Bathurst, dans la région Chaleur (archives)
Des maires de la région de Chaleur au Nouveau-Brunswick croient que le futur gouvernement progressiste-conservateur de David Alward a tout intérêt à ne pas oublier la région au cours de son premier mandat.
Des maires croient que le gouvernement progressiste-conservateur de David Alward ne doit pas oublier la région de Chaleur au cours de son mandat s'il veut faire des gains aux prochaines élections.
Le maire de Petit-Rocher, Pierre Godin, est réaliste. L'élection d'un seul progressiste-conservateur sur trois candidats dans les circonscriptions de la région de Chaleur change la donne dans la capitale provinciale.
« On n'a sûrement pas les mêmes portes ouvertes à Fredericton qu'on avait lorsque c'était le Parti libéral qui était au pouvoir, avec tous les ministres qu'on avait dans la région », indique M. Godin.

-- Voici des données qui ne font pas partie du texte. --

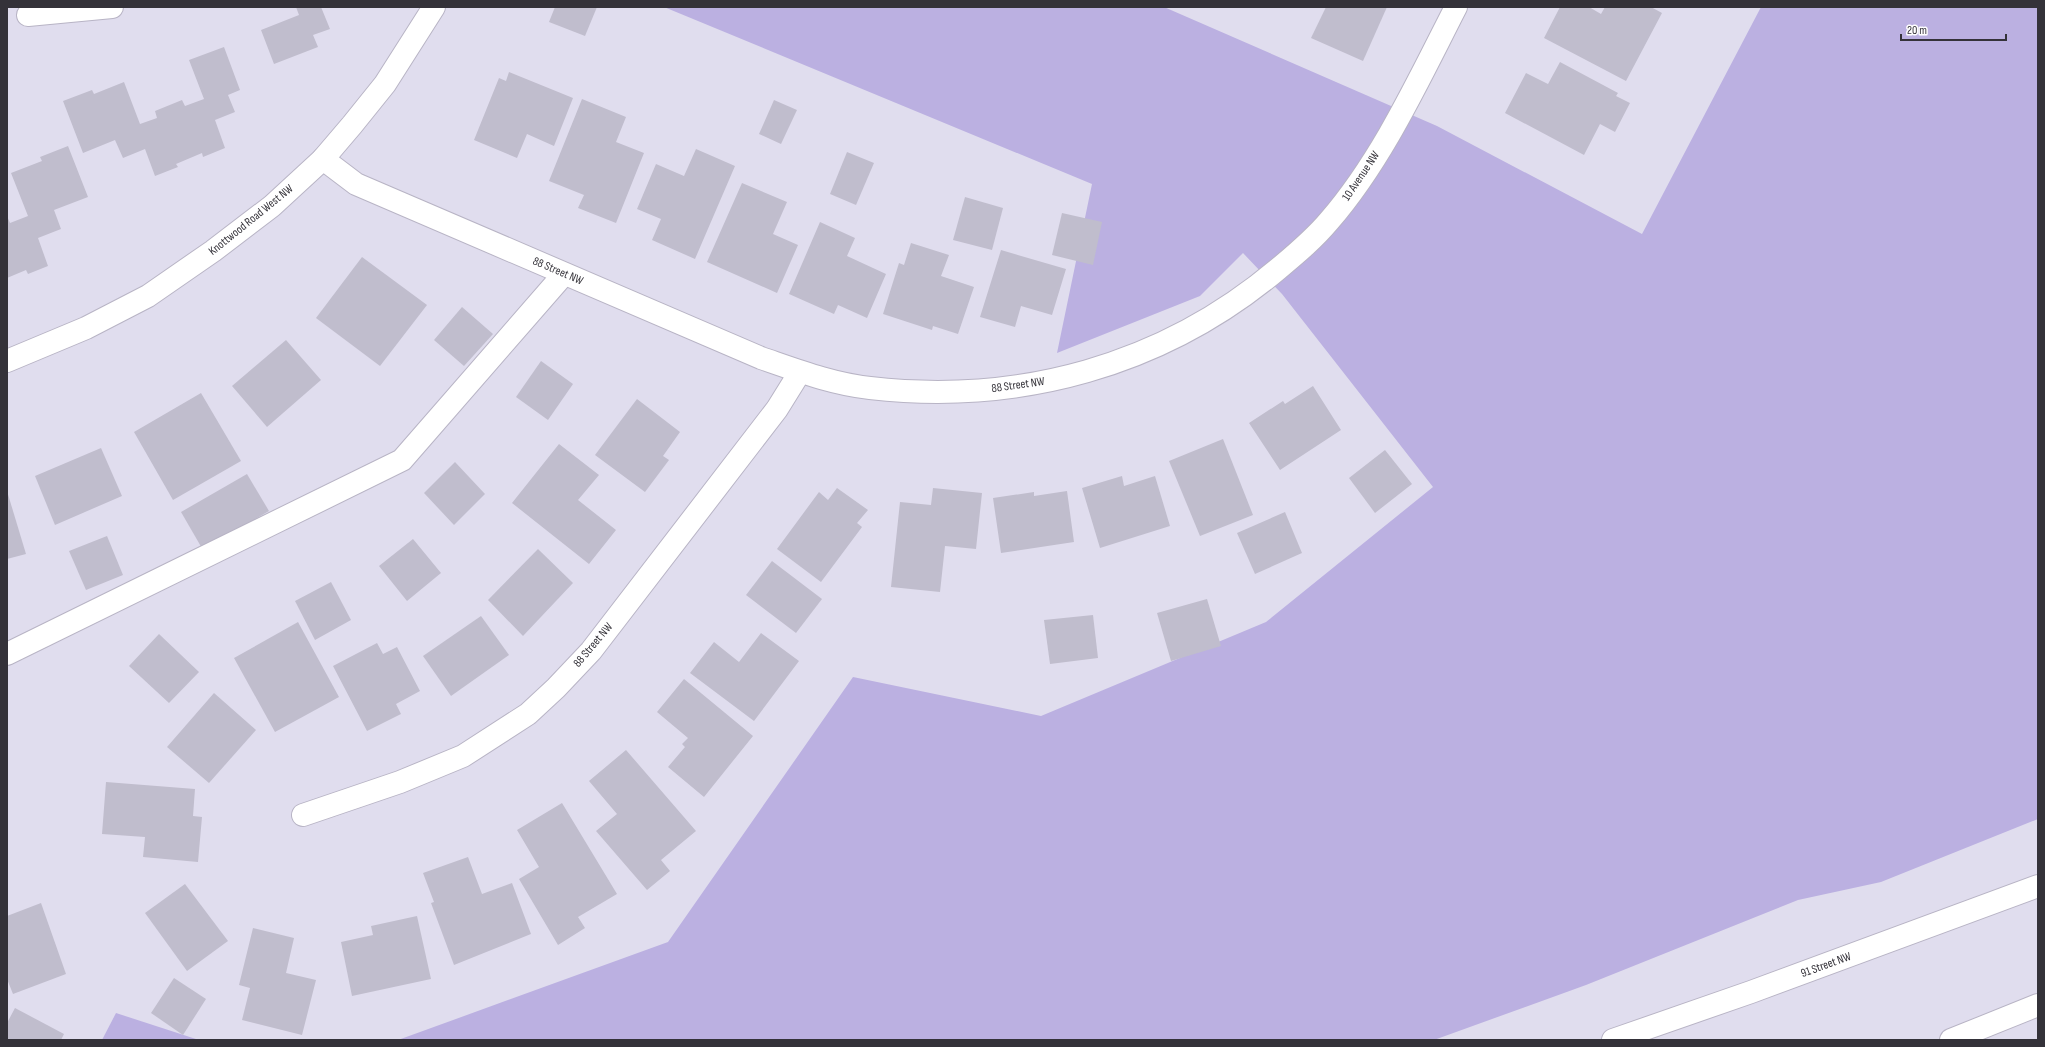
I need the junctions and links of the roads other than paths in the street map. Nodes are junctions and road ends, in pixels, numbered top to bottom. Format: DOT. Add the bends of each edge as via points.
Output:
graph roads {
  1 [pos="112,7"];
  2 [pos="434,7"];
  3 [pos="1456,7"];
  4 [pos="28,15"];
  5 [pos="323,158"];
  6 [pos="564,274"];
  7 [pos="1224,310"];
  8 [pos="7,360"];
  9 [pos="800,372"];
  10 [pos="7,654"];
  11 [pos="303,815"];
  12 [pos="2038,886"];
  13 [pos="2038,1005"];
  14 [pos="1613,1040"];
  15 [pos="1951,1040"];
  1 -- 4 [label="street"];
  2 -- 5 [label="street, Knottwood Road West NW" via="384,84"];
  3 -- 7 [label="street, 10 Avenue NW" via="1390,130 1357,185 1329,221 1300,250 1258,286"];
  5 -- 6 [label="street, 88 Street NW" via="356,184"];
  5 -- 8 [label="street, Knottwood Road West NW" via="272,206 148,296 86,328"];
  6 -- 9 [label="street, 88 Street NW" via="760,358"];
  6 -- 10 [label="street" via="402,460"];
  7 -- 9 [label="street, 88 Street NW" via="1185,333 1110,365 1032,384 971,391 917,391 868,388"];
  9 -- 11 [label="street, 88 Street NW" via="777,409 591,650 528,714 463,756 400,782"];
  12 -- 14 [label="street, 91 Street NW"];
  13 -- 15 [label="street"];
}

Cette nouvelle réalité politique n'empêchera pas Pierre Godin de cogner à la porte du gouvernement Alward pour tenter de réaliser des projets qui lui sont chers. « Et nous allons aller à Fredericton comme si c'était un gouvernement comme les autres », dit-il.
Le maire de Beresford, Raoul Charest, se dit impressionné par les résultats des candidats progressistes-conservateurs défaits dans Bathurst et Nigadoo-Chaleur. Les ministres libéraux sortants Brian Kenny et Roland Haché ont été réélus, mais ils n'ont pas eu la tâche facile contre les progressistes-conservateurs Nancy McKay et Fred Albert.
« Le pourcentage de votes était très élevé pour ces deux personnes-là, qui étaient vraiment dans un château fort libéral », affirme le maire Charest.
Raoul Charest invite les progressistes-conservateurs à bâtir sur leurs acquis. Il croit qu'en investissant dans la région de Chaleur, David Alward et son équipe peuvent améliorer les chances d'élection d'autres candidats bleus dans quatre ans.